● Your objective: Report each line of the records below that holds the word "pixel".

★ ★ ★

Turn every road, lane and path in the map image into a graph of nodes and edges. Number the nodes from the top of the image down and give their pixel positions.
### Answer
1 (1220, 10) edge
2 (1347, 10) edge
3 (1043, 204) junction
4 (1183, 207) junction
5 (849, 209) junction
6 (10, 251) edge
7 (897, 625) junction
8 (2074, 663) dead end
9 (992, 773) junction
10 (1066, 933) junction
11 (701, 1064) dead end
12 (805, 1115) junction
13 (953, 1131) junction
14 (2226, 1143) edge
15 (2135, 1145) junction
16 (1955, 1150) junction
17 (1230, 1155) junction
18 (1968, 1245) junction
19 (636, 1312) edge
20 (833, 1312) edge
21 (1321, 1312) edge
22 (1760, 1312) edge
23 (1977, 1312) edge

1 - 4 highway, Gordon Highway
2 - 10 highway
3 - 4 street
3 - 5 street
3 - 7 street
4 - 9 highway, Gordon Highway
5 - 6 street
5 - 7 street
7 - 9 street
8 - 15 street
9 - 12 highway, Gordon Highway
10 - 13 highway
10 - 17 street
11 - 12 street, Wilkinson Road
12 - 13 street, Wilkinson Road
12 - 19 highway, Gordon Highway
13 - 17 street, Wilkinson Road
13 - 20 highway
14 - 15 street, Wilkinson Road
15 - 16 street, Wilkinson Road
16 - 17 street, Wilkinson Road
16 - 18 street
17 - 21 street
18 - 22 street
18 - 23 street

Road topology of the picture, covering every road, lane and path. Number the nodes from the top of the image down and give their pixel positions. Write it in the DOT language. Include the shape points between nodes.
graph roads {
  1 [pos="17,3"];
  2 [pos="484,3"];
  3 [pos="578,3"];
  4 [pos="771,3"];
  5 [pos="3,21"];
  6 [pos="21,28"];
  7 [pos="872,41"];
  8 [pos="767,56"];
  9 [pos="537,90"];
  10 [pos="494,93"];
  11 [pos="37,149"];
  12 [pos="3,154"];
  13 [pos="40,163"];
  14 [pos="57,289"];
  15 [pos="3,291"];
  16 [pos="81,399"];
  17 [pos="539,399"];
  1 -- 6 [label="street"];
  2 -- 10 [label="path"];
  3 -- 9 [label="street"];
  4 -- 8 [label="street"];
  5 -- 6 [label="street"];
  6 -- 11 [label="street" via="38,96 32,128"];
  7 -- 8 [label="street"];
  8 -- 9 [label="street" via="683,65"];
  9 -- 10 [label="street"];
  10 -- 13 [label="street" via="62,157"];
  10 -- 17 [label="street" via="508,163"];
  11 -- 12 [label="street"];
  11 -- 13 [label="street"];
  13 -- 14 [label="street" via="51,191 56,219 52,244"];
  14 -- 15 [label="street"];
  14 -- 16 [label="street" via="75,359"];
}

★ ★ ★

● Exercise result:
Turn every road, lane and path in the map image into a graph of nodes and edges. Number the nodes from the top of the image down and give their pixel positions.
Road topology of the picture, covering every road, lane and path. Number the nodes from the top of the image down and give their pixel positions. Write it in the DOT language. Include the shape points between nodes.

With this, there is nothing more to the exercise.